MAINTENANCE AND REPAIR
 
  With respect to the Company's first mortgage bonds of all prior series issued
under the Indenture (other than pollution control series Nos. 7, 8, 1B, 2B, 3B,
4B, 9 and 10), the Indenture provides that so long as such first mortgage bonds
are outstanding, and the New Supplemental Indenture will provide that, so long
as the Bonds are outstanding, the Company will expend during each calendar
year, and certify to the Trustees, an amount equal to 15% of its utility
operating revenues for such year, after deducting from such revenues the cost
of electricity, gas and water purchased for exchange or resale, for (1) the
maintenance and repair of its utility properties, (2) bondable property on
which the Indenture is a first mortgage lien, and/or (3) the retirement of the
Company's first mortgage bonds of any series heretofore or hereafter issued
under the Indenture. In lieu of such requirement, the Company may pay to the
Trustees, in cash, any deficiency in the amount required to be so expended,
after deducting any unapplied excess expenditures previously made for any of
such purposes. Any such cash may be applied to the retirement, through
purchase, payment or redemption, of the Company's first mortgage bonds (such
retirement by redemption to be only if such first mortgage bonds are otherwise
redeemable) or be withdrawn by the Company to the extent of 100% of either
gross or net expenditures for bondable property on which the Indenture is a
first mortgage lien. There is no requirement under the Indenture that future
series of the Company's first mortgage bonds be entitled to a maintenance or
repair covenant.
 
  The Indenture also provides that (i) the Company shall maintain the mortgaged
properties in good repair and working order, (ii) the Trustee may, and if
requested by holders of a majority in principal amount of all outstanding first
mortgage bonds of the Company and furnished with the necessary funds therefor
shall, cause such properties to be inspected by an independent engineer (not
more often than at five-year intervals) to
 
                                       7
<PAGE>
 
determine whether they have been so maintained and whether any property, not
retired on the Company's books, should be so classified for the purpose of
computing net expenditures for bondable property or otherwise, and (iii) the
Company shall make good any deficiency in maintenance disclosed by such
engineer's report as rendered or as modified by arbitration.
 
SECURITY
 
  The Bonds will be secured by the lien of the Indenture and will rank equally
with all the Company's first mortgage bonds at any time outstanding under and
secured by the Indenture, except as to differences between series permitted by
the Indenture and not affecting the rank of the lien thereof. In the opinion of
Ogden Newell & Welch, Louisville, Kentucky, counsel for the Company, the
Indenture constitutes a first mortgage lien, subject only to permitted
encumbrances and liens and prepaid liens, on all or substantially all the
permanent fixed properties now owned by the Company. One small hydroelectric
generating station is located on land owned by the United States and is
operated under an annually renewable license; a few small substations are
maintained on land over which the Company holds easements; and certain of the
electric transmission lines and distribution lines are installed on public
streets, alleys and highways or are located on easements or rights-of-way.

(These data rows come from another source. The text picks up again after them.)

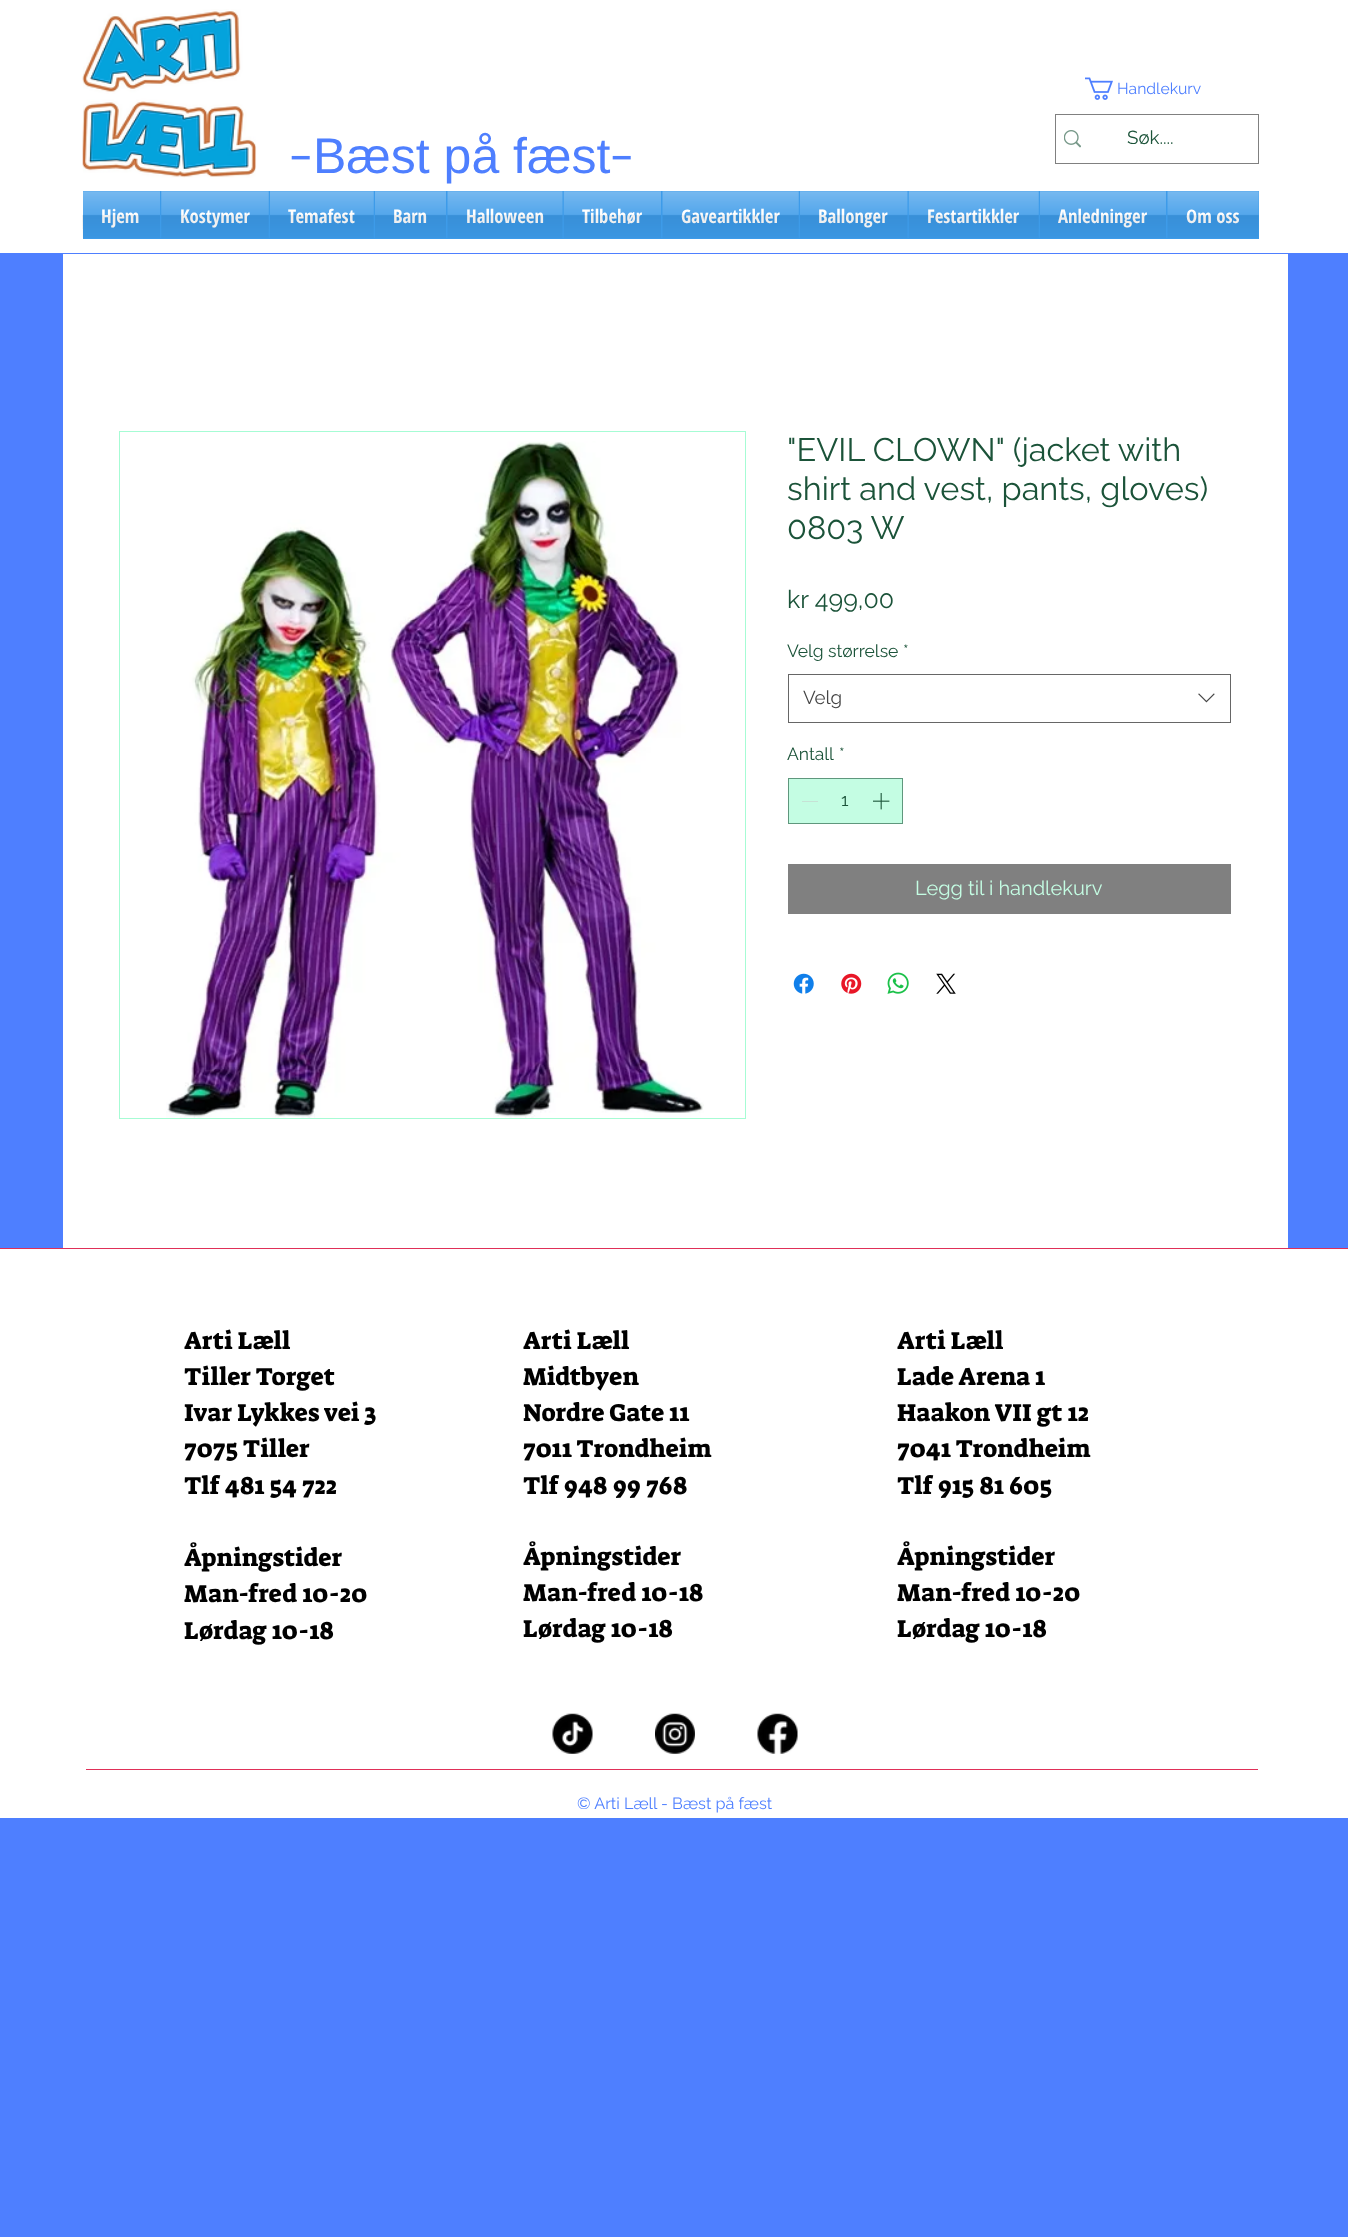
<svg xmlns="http://www.w3.org/2000/svg" xmlns:xlink="http://www.w3.org/1999/xlink" width="1348" height="2237" viewBox="0 0 1348 2237">
<style>
.cls-1{font:15.75px Raleway;fill:#4e7fff}
.cls-2{font:50px 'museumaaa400';fill:#4e7fff}
.cls-3{font:50px Liberation Sans;fill:#4e7fff}
.cls-4{font:18.75px Raleway;fill:#1b5339}
.cls-5{font:bold 18.75px Open Sans Condensed;fill:#ffffff}
.cls-6{font:32.5px Raleway;fill:#1b5339}
.cls-7{font:25px Raleway;fill:#1b5339}
.cls-8{font:17.5px Raleway;fill:#1b5339}
.cls-9{font:18.75px Raleway;fill:#444444}
.cls-10{font:20px Raleway;fill:#c4fde3}
.cls-11{font:25px Suez One;fill:#000000}
.cls-12{font:16.25px Raleway;fill:#4e7fff}
</style>
<rect width="100%" height="100%" fill="#4e7fff"/>
<rect fill="#ffffff" x="0" y="0" width="1348" height="253"/>
<image xlink:href="image0.png" x="82" y="9" width="175" height="169"/>
<image xlink:href="image1.png" x="1085" y="77" width="28" height="23"/>
<rect fill="none" stroke="#808080" x="1055.5" y="114.5" width="203" height="49"/>
<image xlink:href="image2.png" x="1064" y="130" width="17" height="18"/>
<image xlink:href="image3.png" x="82" y="191" width="1" height="38"/>
<rect fill="#3d9be9" x="83" y="191" width="1176" height="48"/>
<rect fill="#ffffff" x="63" y="254" width="1225" height="994"/>
<rect fill="none" stroke="#a6fcd4" x="119.5" y="431.5" width="626" height="687"/>
<image xlink:href="image15.png" x="166" y="441" width="538" height="677"/>
<rect fill="none" stroke="#666666" x="788.5" y="674.5" width="442" height="48"/>
<image xlink:href="image16.png" x="1198" y="693" width="17" height="10"/>
<rect fill="#c4fde3" stroke="#5f977d" x="788.5" y="778.5" width="114" height="45"/>
<rect fill="#c6e2d5" x="802" y="801" width="16" height="1"/>
<image xlink:href="image17.png" x="873" y="793" width="17" height="17"/>
<rect fill="#808080" x="788" y="864" width="443" height="50"/>
<image xlink:href="image18.png" x="793" y="973" width="21" height="21"/>
<image xlink:href="image19.png" x="841" y="973" width="21" height="21"/>
<image xlink:href="image20.png" x="887" y="972" width="22" height="22"/>
<image xlink:href="image21.png" x="936" y="973" width="20" height="21"/>
<rect fill="#ffffff" x="0" y="1249" width="1348" height="569"/>
<rect fill="#e02f58" x="0" y="1248" width="1348" height="1"/>
<image xlink:href="image22.png" x="552" y="1713" width="41" height="41"/>
<image xlink:href="image23.png" x="655" y="1713" width="40" height="41"/>
<image xlink:href="image24.png" x="757" y="1713" width="41" height="41"/>
<rect fill="#e02f58" x="86" y="1769" width="1172" height="1"/>
<text class="cls-1" x="1117" y="94">Handlekurv</text>
<text class="cls-2" x="289" y="173">-</text>
<text class="cls-3" x="313" y="173">Bæst på fæst</text>
<text class="cls-2" x="610" y="173">-</text>
<text class="cls-4" x="1127" y="144">Søk....</text>
<text class="cls-5" x="101" y="223">Hjem</text>
<image xlink:href="image4.png" x="82" y="191" width="78" height="47"/>
<text class="cls-5" x="180" y="223">Kostymer</text>
<image xlink:href="image5.png" x="161" y="191" width="108" height="47"/>
<text class="cls-5" x="288" y="223">Temafest</text>
<image xlink:href="image6.png" x="270" y="191" width="104" height="47"/>
<text class="cls-5" x="393" y="223">Barn</text>
<image xlink:href="image7.png" x="375" y="191" width="71" height="47"/>
<text class="cls-5" x="466" y="223">Halloween</text>
<image xlink:href="image8.png" x="447" y="191" width="116" height="47"/>
<text class="cls-5" x="582" y="223">Tilbehør</text>
<image xlink:href="image9.png" x="563" y="191" width="98" height="47"/>
<text class="cls-5" x="681" y="223">Gaveartikkler</text>
<image xlink:href="image10.png" x="662" y="191" width="137" height="47"/>
<text class="cls-5" x="818" y="223">Ballonger</text>
<image xlink:href="image11.png" x="800" y="191" width="108" height="47"/>
<text class="cls-5" x="927" y="223">Festartikkler</text>
<image xlink:href="image12.png" x="908" y="191" width="131" height="47"/>
<text class="cls-5" x="1058" y="223">Anledninger</text>
<image xlink:href="image13.png" x="1040" y="191" width="126" height="47"/>
<text class="cls-5" x="1186" y="223">Om oss</text>
<image xlink:href="image14.png" x="1167" y="191" width="92" height="47"/>
<text class="cls-6"><tspan x="787" y="461">"EVIL CLOWN" (jacket with</tspan><tspan x="787" y="500">shirt and vest, pants, gloves)</tspan><tspan x="787" y="539">0803 W</tspan></text>
<text class="cls-7" x="787" y="608">kr 499,00</text>
<text class="cls-8" x="787" y="657">Velg størrelse</text>
<text class="cls-8" x="903" y="657">*</text>
<text class="cls-9" x="803" y="704">Velg</text>
<text class="cls-8" x="787" y="760">Antall</text>
<text class="cls-8" x="839" y="760">*</text>
<text class="cls-8" x="841" y="806">1</text>
<text class="cls-10" x="915" y="895">Legg til i handlekurv</text>
<text class="cls-11"><tspan x="184" y="1349">Arti Læll</tspan><tspan x="184" y="1385">Tiller Torget</tspan><tspan x="184" y="1421">Ivar Lykkes vei 3</tspan><tspan x="184" y="1457">7075 Tiller</tspan><tspan x="184" y="1494">Tlf 481 54 722</tspan></text>
<text class="cls-11"><tspan x="184" y="1566">Åpningstider</tspan><tspan x="184" y="1602">Man-fred 10-20</tspan><tspan x="184" y="1639">Lørdag 10-18</tspan></text>
<text class="cls-11"><tspan x="523" y="1349">Arti Læll</tspan><tspan x="523" y="1385">Midtbyen</tspan><tspan x="523" y="1421">Nordre Gate 11</tspan><tspan x="523" y="1457">7011 Trondheim</tspan><tspan x="523" y="1494">Tlf 948 99 768</tspan></text>
<text class="cls-11"><tspan x="523" y="1565">Åpningstider</tspan><tspan x="523" y="1601">Man-fred 10-18</tspan><tspan x="523" y="1637">Lørdag 10-18</tspan></text>
<text class="cls-11"><tspan x="897" y="1349">Arti Læll</tspan><tspan x="897" y="1385">Lade Arena 1</tspan><tspan x="897" y="1421">Haakon VII gt 12</tspan><tspan x="897" y="1457">7041 Trondheim</tspan><tspan x="897" y="1494">Tlf 915 81 605</tspan></text>
<text class="cls-11"><tspan x="897" y="1565">Åpningstider</tspan><tspan x="897" y="1601">Man-fred 10-20</tspan><tspan x="897" y="1637">Lørdag 10-18</tspan></text>
<text class="cls-12" x="577" y="1809">© Arti Læll - Bæst på fæst</text>
</svg>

With
respect to property located in Virginia, no examination of underlying titles as
to easements or rights-of-way for transmission or distribution lines has been
made, but, should the rights of the Company in this respect be questioned,
valid easements and rights-of-way in Virginia may, in the opinion of counsel,
be acquired from private property owners by condemnation proceedings. The
Indenture contains provisions subjecting after-acquired property, other than
excepted property, to the lien thereof. Such provisions might not be effective
(i) as to proceeds, products, rents, issues or profits of property subject to
the lien of the Indenture realized, and additional property acquired, within 90
days prior and subsequent to the filing of a case with respect to the Company
under the United States Bankruptcy Code, state insolvency laws or other similar
laws affecting the enforcement of creditors' rights and (ii) with respect to
property located in Virginia not so affixed to other property as to become
subject to the lien of the Indenture without resort to the after-acquired
property provisions, the lien may be defeated, until recordation of a further
supplemental indenture conveying such property to the Trustees after its
acquisition, (a) by the intervention of bankruptcy proceedings or (b) by the
attachment of a judgment lien or by sale to purchasers for value without
notice. The Indenture excepts or excludes from the lien thereof all cash,
securities, accounts and bills receivable, choses in action and certain
judgments not deposited or pledged with the Trustees, certain personal property
held for sale, lease, rental or consumption in the ordinary course of business,
the last day of each term under any lease of property, all gas, oil and other
minerals under any property subject thereto, and certain real estate described
therein.
 
ISSUANCE OF ADDITIONAL BONDS
 
  The Indenture does not fix an overall dollar limitation on the aggregate
principal amount of first mortgage bonds that may be issued or outstanding
thereunder. First mortgage bonds may be issued from time to time under the
Indenture in a principal amount equal to: (a) 60% of eligible net expenditures
made by the Company for bondable property constructed or acquired by it and on
which the Indenture is a first mortgage lien, subject only to permitted
encumbrances and liens and prepaid liens, (b) the principal amount of
previously authenticated first mortgage bonds which have been retired or for
the retirement of which the Trustee holds the necessary funds, other than
certain first mortgage bonds not usable for the purpose under the terms of the
Indenture, and (c) the amount of money deposited with the Trustee for the
purpose, which money may be applied to the retirement of the Company's first
mortgage bonds or may be withdrawn in lieu of the authentication of an
equivalent principal amount of first mortgage bonds under the Indenture
provisions referred to in clauses (a) and (b). For one prior series that has
been retired, any bonds of such series and any net expenditures for bondable
property used or applied to satisfy the debt retirement provisions previously
applicable to such series may be used as the basis for the authentication of
additional bonds under the Indenture. Net expenditures for bondable property
are determined as provided in the Indenture. In
 
                                       8
<PAGE>
 
general, bondable property means any utility plant, property or equipment owned
by the Company and used or useful in its utility business.
 
  No additional first mortgage bonds may be authenticated under the Indenture
provisions referred to in clauses (a) and (c) above, or authenticated as
provided in clause (b) above, bearing a higher rate of interest than the first
mortgage bonds to be retired (unless such first mortgage bonds to be retired
would mature within five years) unless the Company's net earnings (as described
below) for a 12-month period ending within 90 days next preceding such
authentication were at least equal to twice the interest for one year on (1)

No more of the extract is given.